Archive for March, 2013

Powershell still sucks

Sunday, March 17th, 2013

Powershell is a great command line shell, if you all you know is cmd and batch. There are so many things it is missing when trying to compete with current Unix shells such as Bash, and while some of them have semi-working workarounds, many are sorely missing.

My pet peeves are:

  • A decent pager. “more” is basically at the same stage it was when I started working in MS-DOS 3.30, and it is nowhere near the functionality of “less”(1).
  • Persistent history. I’ve seen some workarounds but couldn’t get any of them to work properly.

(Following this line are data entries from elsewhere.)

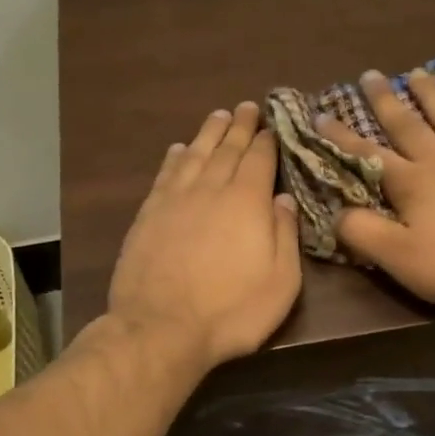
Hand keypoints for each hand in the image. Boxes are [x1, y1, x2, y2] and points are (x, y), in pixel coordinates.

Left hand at [108, 102, 301, 367]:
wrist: (161, 328)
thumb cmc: (231, 311)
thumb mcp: (280, 281)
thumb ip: (285, 235)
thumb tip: (284, 199)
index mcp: (247, 201)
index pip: (259, 159)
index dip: (267, 140)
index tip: (271, 125)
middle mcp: (211, 189)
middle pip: (227, 149)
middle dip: (240, 126)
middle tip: (246, 107)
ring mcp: (175, 199)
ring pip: (195, 154)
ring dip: (209, 133)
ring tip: (218, 116)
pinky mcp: (149, 214)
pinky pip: (165, 174)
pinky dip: (175, 157)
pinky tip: (179, 149)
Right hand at [318, 69, 434, 307]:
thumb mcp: (402, 258)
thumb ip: (364, 234)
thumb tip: (334, 213)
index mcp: (412, 184)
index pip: (368, 156)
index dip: (342, 137)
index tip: (321, 114)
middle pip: (409, 126)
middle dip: (385, 102)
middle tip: (370, 74)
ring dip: (433, 96)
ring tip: (418, 73)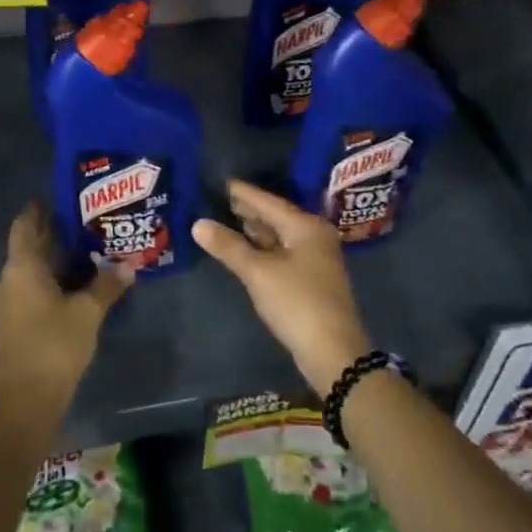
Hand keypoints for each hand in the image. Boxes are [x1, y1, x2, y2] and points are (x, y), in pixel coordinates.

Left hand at [0, 203, 130, 407]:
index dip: (41, 208)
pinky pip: (31, 288)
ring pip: (31, 269)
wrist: (26, 401)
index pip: (26, 224)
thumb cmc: (55, 346)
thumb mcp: (88, 312)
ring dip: (55, 259)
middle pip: (29, 245)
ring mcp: (7, 302)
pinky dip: (51, 280)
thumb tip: (129, 263)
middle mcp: (9, 278)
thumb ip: (108, 284)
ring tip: (89, 251)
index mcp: (21, 267)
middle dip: (55, 233)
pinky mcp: (13, 322)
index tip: (64, 197)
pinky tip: (76, 285)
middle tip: (88, 221)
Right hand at [193, 180, 371, 395]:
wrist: (333, 351)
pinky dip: (263, 248)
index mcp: (306, 226)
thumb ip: (229, 246)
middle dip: (248, 210)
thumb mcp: (258, 273)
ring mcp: (315, 259)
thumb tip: (198, 223)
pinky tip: (245, 249)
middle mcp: (314, 236)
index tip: (221, 181)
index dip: (243, 192)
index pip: (268, 201)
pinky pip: (282, 252)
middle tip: (218, 199)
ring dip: (255, 230)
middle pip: (276, 216)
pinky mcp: (311, 279)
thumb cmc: (296, 303)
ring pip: (279, 236)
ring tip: (226, 219)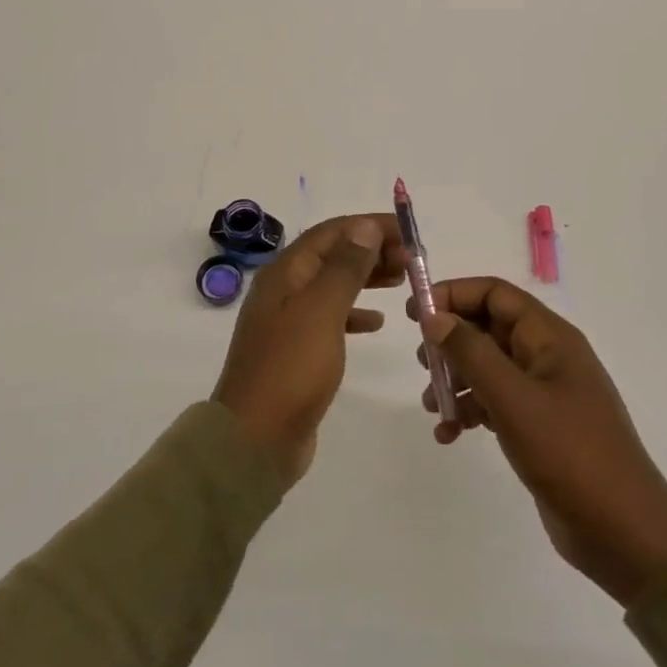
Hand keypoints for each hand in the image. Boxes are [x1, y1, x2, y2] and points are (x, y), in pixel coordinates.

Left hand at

Both of these features have been available to me since I started working with Linux in 1995, and it is really difficult living without them in MS-world. A decent terminal emulator will be nice too – the Powershell box has advantage over the cmd.exe box in that it is blue – other then that they are both in the same sorry state that the “dos box” of Windows 3 fame was at. I’m using “Console 2” to get some useful work done, but it too leaves much to be desired.

Also, startup is so.. fscking.. slow.. Starting Powershell on a brand new machine (with no per-session user scripts) can take as much as 3 seconds. Those are minutes of my life everyday that I would never get back.


  1. and I’m not talking about the built-in editor, just being able to “page up” would have been nice []

Canonical announced a new display server – Mir, and it is good for the consumer

Tuesday, March 12th, 2013

Canonical have last week announced that they are developing their own display server to replace the ubiquitous X display server, a project called Mir, and the shit storm has begun anew(as what happened after Unity, Ubuntu Touch and other Canonical announcements). Contrary to popular belief, I think that this happening is a good thing for the Linux community in whole.

There are many reasons why I think this is good, most are not really concrete technical things, but I can list a few:

  • X11 is showing its age. There were some internal efforts to modernize it (e.g. kdrive which have mostly merged into the existing code) and some external efforts to replace it (Fresco and Wayland to name a few), but none have made much of an impact on the current state of Linux display.
  • From first look, Mir is a modern code base written in C++11 and Boost, which I like.
  • Diversity is generally a good thing.

If we go over the last point in a bit more depth, I think we can see why Mir would generally be a good thing for Linux developers and users and why people should stop being negative.